It’s not enough to use your company’s data to build new products and services. If you want to move to the next phase, you need to have a “data trust strategy.” This means you need to know what your company’s value is worth and take action to preserve that value.
In the November 2019 PwC Digital Trust Insights report, analysts asked corporate leaders about the state of their data strategy as well as their biggest concerns about that strategy.
The report found that a distinct group of leaders are pursuing an enhanced and advanced data strategy. This 37% of survey respondents are doing more than developing products and services from data. These leaders are “mitigating against the potential for value destruction, such as the cost of privacy breaches or the risk of relying on inaccurate data.”
Here’s what people are most worried about when it comes to managing data:
- Preventing data theft and leakage – 34%
- Improving the quality of the data – 34%
- Protecting the integrity of data and data-driven processes and decisions – 31%
- Managing privacy risks from authorized data processing – 29%
The three most surprising findings are:
- Pacesetters say regulations are a help not a hindrance
- Data privacy teams are vital to the process of defining data’s value
- Companies must choose customer privacy over profits
Among these “data trust pacesetters,” 61% have started using data to make operations smarter and faster compared to 46% of all companies. They are three times more likely to see an ROI from these efforts – 24% – than other respondents – 7%.

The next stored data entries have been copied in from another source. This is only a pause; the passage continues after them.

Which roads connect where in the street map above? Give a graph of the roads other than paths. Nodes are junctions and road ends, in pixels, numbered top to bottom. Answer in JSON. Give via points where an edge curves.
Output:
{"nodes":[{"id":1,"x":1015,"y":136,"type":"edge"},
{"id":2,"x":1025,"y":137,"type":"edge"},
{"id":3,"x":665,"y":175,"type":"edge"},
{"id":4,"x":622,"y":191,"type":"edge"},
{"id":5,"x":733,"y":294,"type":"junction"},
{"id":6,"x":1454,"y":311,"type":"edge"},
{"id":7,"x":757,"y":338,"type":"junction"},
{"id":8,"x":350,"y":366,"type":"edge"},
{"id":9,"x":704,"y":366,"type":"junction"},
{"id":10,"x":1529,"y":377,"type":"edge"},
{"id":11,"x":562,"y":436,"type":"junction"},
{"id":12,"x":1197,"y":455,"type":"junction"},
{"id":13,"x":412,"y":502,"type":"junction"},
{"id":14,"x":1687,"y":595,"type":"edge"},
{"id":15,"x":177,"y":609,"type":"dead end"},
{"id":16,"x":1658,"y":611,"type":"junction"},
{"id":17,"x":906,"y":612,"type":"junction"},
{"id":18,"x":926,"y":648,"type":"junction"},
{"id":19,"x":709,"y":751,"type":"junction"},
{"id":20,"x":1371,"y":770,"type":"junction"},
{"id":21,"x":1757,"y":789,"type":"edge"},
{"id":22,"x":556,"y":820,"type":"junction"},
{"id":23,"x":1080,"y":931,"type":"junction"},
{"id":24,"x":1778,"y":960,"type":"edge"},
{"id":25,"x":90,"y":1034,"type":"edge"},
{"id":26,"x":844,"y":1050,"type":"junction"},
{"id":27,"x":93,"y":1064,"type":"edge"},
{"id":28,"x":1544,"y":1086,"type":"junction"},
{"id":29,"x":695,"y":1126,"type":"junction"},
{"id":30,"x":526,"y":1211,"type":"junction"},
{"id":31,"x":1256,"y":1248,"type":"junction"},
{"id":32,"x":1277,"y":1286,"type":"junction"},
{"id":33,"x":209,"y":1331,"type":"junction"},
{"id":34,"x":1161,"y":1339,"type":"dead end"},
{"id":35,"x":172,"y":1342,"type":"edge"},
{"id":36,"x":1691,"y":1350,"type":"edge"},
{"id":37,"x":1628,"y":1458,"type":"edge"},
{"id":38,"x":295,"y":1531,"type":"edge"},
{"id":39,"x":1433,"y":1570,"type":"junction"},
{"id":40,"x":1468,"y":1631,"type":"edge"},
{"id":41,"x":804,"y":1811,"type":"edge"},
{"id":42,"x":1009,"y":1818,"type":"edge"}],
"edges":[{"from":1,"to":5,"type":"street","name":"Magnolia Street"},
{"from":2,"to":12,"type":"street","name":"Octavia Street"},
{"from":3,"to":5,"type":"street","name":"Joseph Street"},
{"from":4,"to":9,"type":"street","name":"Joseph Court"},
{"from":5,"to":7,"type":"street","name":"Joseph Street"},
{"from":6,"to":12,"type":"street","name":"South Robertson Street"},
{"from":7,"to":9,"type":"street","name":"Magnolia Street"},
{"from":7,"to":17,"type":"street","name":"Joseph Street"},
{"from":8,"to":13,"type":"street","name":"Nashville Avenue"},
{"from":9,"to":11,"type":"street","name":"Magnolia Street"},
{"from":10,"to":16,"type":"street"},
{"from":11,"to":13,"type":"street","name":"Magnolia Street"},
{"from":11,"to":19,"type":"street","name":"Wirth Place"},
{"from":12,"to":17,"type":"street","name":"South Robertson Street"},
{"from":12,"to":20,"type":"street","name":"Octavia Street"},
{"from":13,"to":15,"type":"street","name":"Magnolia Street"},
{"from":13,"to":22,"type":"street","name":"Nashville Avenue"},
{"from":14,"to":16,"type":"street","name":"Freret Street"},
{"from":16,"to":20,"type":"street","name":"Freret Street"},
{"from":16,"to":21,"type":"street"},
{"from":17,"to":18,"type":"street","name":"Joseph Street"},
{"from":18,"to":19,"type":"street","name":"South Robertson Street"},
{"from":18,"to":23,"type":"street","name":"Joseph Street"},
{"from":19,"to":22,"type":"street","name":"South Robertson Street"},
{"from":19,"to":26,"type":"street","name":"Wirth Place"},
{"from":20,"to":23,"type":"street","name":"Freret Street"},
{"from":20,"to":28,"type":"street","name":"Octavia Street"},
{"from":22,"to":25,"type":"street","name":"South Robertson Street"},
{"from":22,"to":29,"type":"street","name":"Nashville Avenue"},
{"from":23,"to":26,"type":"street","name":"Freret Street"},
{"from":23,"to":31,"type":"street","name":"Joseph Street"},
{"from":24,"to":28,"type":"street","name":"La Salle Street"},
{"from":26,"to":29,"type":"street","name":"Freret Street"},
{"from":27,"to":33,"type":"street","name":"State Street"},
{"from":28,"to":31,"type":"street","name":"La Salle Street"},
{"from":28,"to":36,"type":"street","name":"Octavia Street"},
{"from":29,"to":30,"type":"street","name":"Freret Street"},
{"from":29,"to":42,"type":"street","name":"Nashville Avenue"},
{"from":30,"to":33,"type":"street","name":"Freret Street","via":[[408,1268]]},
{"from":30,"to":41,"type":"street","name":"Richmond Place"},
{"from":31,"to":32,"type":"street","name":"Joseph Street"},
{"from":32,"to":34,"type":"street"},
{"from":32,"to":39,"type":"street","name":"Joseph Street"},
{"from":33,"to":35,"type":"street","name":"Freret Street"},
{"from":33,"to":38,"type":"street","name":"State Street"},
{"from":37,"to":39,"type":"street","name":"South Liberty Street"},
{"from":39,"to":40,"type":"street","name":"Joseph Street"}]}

SEE: Special report: Turning big data into business insights (free PDF)
Whether your data policies and projects are at the leading edge or the lagging end, these three strategies will help you move things forward, they found.
Set a value and stick with it
PwC found that even companies with deep experience in data collection—like healthcare and financial services—have not moved to the next level of extracting value. If you haven’t calculated a value for your data sets, start by answering these questions:
- How much is your data worth?
- How much should you spend to acquire new data?
- How much more value will your data bring if it’s combined with other data?
- What percent of revenue should you spend to protect your data?
In the MIT Sloan Management Review, James Short and Steve Todd recommend considering a few frameworks for determining value:
- The asset, or stock, value
- The activity value
- The expected, or future, value
- The prudent value
The leaders in data valuation use marginal cost-benefit analyses on each data element to determine what data is worth acquiring. This helps with ROI calculations and is more reliable than leaders’ untested assumptions about value. The analysts note that “valuing data properly can also have a direct impact on operations, such as by setting the appropriate priorities for supply chains.”
Build privacy into your systems
Technology generally moves faster than the legal system can keep up. That has definitely been the case with privacy and data laws. Europe’s GDPR regulations and California’s Consumer Privacy Act are only the first in what is likely to be more government requirements around data privacy and management.
PwC found that pacesetters create design tools that incorporate security and privacy into their systems, products and services instead of waiting for regulations to force these changes. This means managing third-party vendors to make sure they also meet these standards for data handling and security.
Take the high road
This may be the most challenging characteristic of the pacesetters: adopting a value-based approach to data. This means choosing customer privacy over profits. This also means keeping only the data that your organization needs and deleting the rest. In research about the Fourth Industrial Revolution, PwC found that consumers want more transparency and controls around their data. In previous research, PwC found that two-thirds of respondents expect to field more than 500 customer calls per day from customers with data inquires, with 11% planning for more than 10,000 daily.
Jay Cline, Joseph Nocera, Mir Kashifuddin, Sean Joyce, and Shawn Conners are the authors of the report, which is based on responses from 3,539 people.